I’m what you’d call a slut sympathizer.
What that means is, although I’m not necessarily a slut (shocking for those of you who only know me through this column), I respect women and men shoved into this category the same as I respect the monogamists of the world.
Before going any further I have to specify that when I say “slut” I mean it with absolutely no negative connotation. I do not use it as an insult because I don’t think that the action it assumes of someone (having a sexual relationship with more than one person) is a capital sin.
A girl came up to me at a party one day and said, “Thank you for being so nice to me because so many people here aren’t.”
She’s a very sweet girl, just your typical college student, and although I was sad to hear that people treat her poorly, I knew exactly what I’d heard about her – that she was a “slut.”
This was said by another girl, of course.
But what did she, or anyone, do to be disrespected and insulted? Today, you can do just about anything and get called a slut. Make out with more than one person at a townhouse party? Slut. Wear a low-cut shirt? Slut. Get hit on by someone that’s supposedly seeing someone else? Slut.
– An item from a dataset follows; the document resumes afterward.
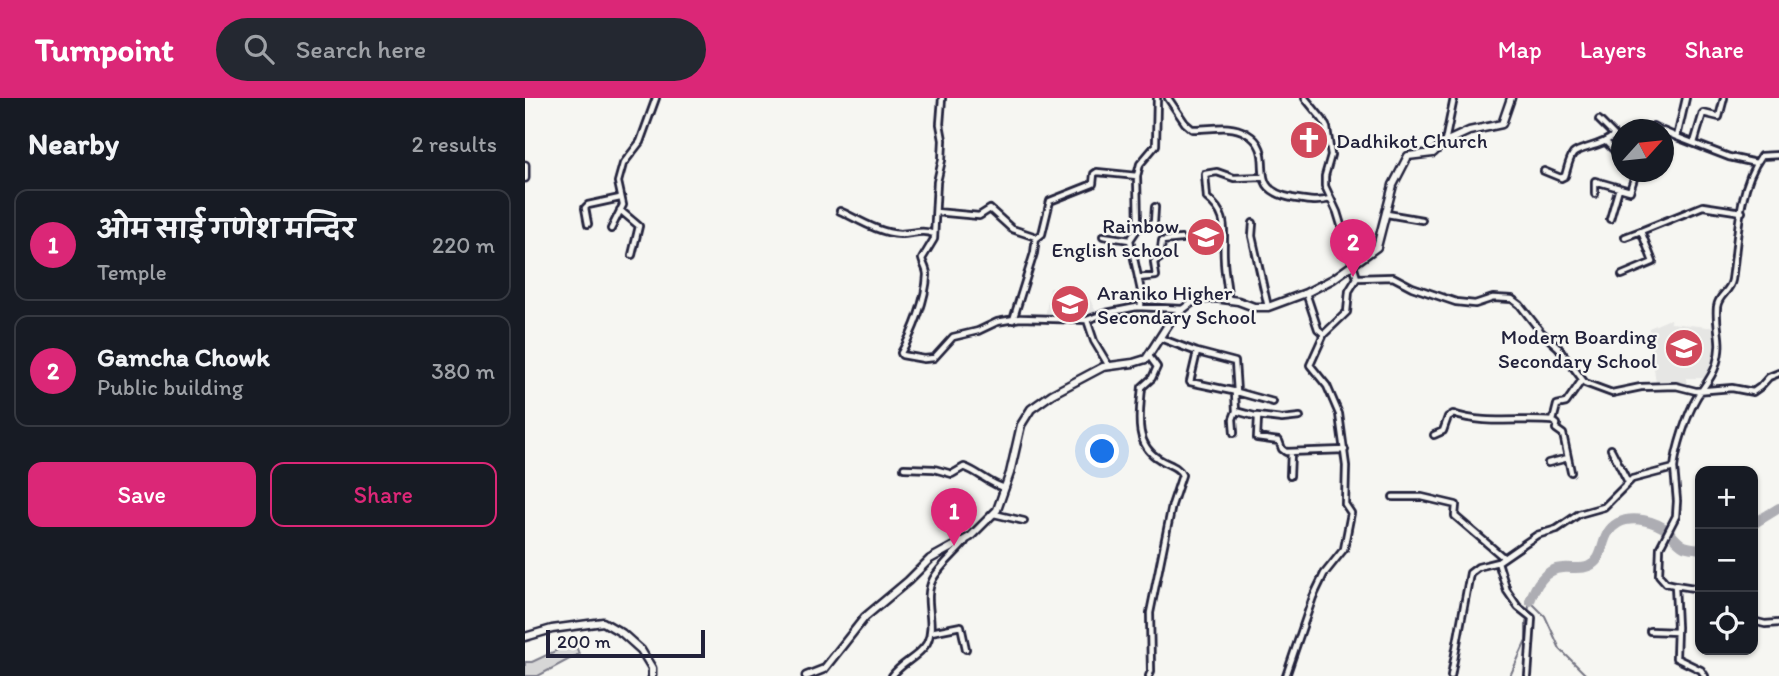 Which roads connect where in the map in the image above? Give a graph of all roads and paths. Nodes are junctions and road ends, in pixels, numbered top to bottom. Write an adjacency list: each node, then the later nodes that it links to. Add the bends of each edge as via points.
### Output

What’s with all the girl-on-girl hate here? Whenever I hear someone referring to another girl as a slut, whore, slore or what have you, I challenge it – asking, “What’s wrong with what she has done compared to what you yourself did in your first year of college?”
Ask the people around you if they’ve ever had a phase of questionable behavior in college and many will say yes. Then ask them why they hate on the promiscuity of others and they say, “Even in my slutty phase, I never did [X, Y or Z].
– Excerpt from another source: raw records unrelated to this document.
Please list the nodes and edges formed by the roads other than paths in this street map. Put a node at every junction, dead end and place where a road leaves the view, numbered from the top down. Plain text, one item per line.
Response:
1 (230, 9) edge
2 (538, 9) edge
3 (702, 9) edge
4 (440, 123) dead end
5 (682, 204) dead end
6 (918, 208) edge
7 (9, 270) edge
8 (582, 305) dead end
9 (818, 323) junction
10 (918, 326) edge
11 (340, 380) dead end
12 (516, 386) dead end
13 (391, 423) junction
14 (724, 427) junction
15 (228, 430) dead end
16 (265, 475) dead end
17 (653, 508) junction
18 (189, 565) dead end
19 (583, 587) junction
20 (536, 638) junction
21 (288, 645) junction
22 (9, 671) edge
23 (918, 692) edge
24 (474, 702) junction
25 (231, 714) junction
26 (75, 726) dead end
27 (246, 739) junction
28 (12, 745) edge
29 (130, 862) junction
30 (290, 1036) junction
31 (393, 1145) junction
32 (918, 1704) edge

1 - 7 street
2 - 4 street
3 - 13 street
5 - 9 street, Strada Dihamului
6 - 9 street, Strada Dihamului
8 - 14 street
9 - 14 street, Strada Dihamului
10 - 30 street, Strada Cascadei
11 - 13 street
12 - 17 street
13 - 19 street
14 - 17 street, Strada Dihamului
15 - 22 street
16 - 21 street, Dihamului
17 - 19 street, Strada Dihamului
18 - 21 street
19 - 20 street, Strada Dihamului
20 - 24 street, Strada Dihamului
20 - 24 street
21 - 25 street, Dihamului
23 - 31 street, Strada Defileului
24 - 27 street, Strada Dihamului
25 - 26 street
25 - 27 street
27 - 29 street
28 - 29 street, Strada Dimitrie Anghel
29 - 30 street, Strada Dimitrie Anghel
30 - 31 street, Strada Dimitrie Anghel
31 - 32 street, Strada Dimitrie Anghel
What makes someone else wearing X, doing Y or talking about Z worse than you doing the same thing?
One of my issues with verbally attacking others based on their sexual actions, commonly known as slut shaming, is the hypocrisy of it all. People make excuses for their own actions while crucifying others for doing the same. One girl will call another slutty for kissing strangers at a party, and then the accuser will spend her mornings waking up in bed with strangers. Guys will shame a girl for sleeping with five people and then go sleep with fifteen people themselves.
Also, what bearing does someone else’s sex life have on yours? Why would how someone spends his or her evenings matter to you if you’re not the one sleeping with them? That’s their life. If you want others to leave you alone to make your own decisions, give others the same respect and opportunity.
Unless you’re a fly on their bedroom wall, you have no idea what actually happens when the doors are closed. You can accuse and assume someone of slutting around all you want and regardless of whether it’s true, you’re an adult. I hope you have more important things to worry about.
Sleeping around does not make you worth more than others, but it also doesn’t make you worth less. Human beings all have the same inherent value. Before you badmouth someone based on their promiscuity, let go of your holier-than-thou attitude for a moment and realize that saying slanderous and disrespectful things of others does not make you any better of a person.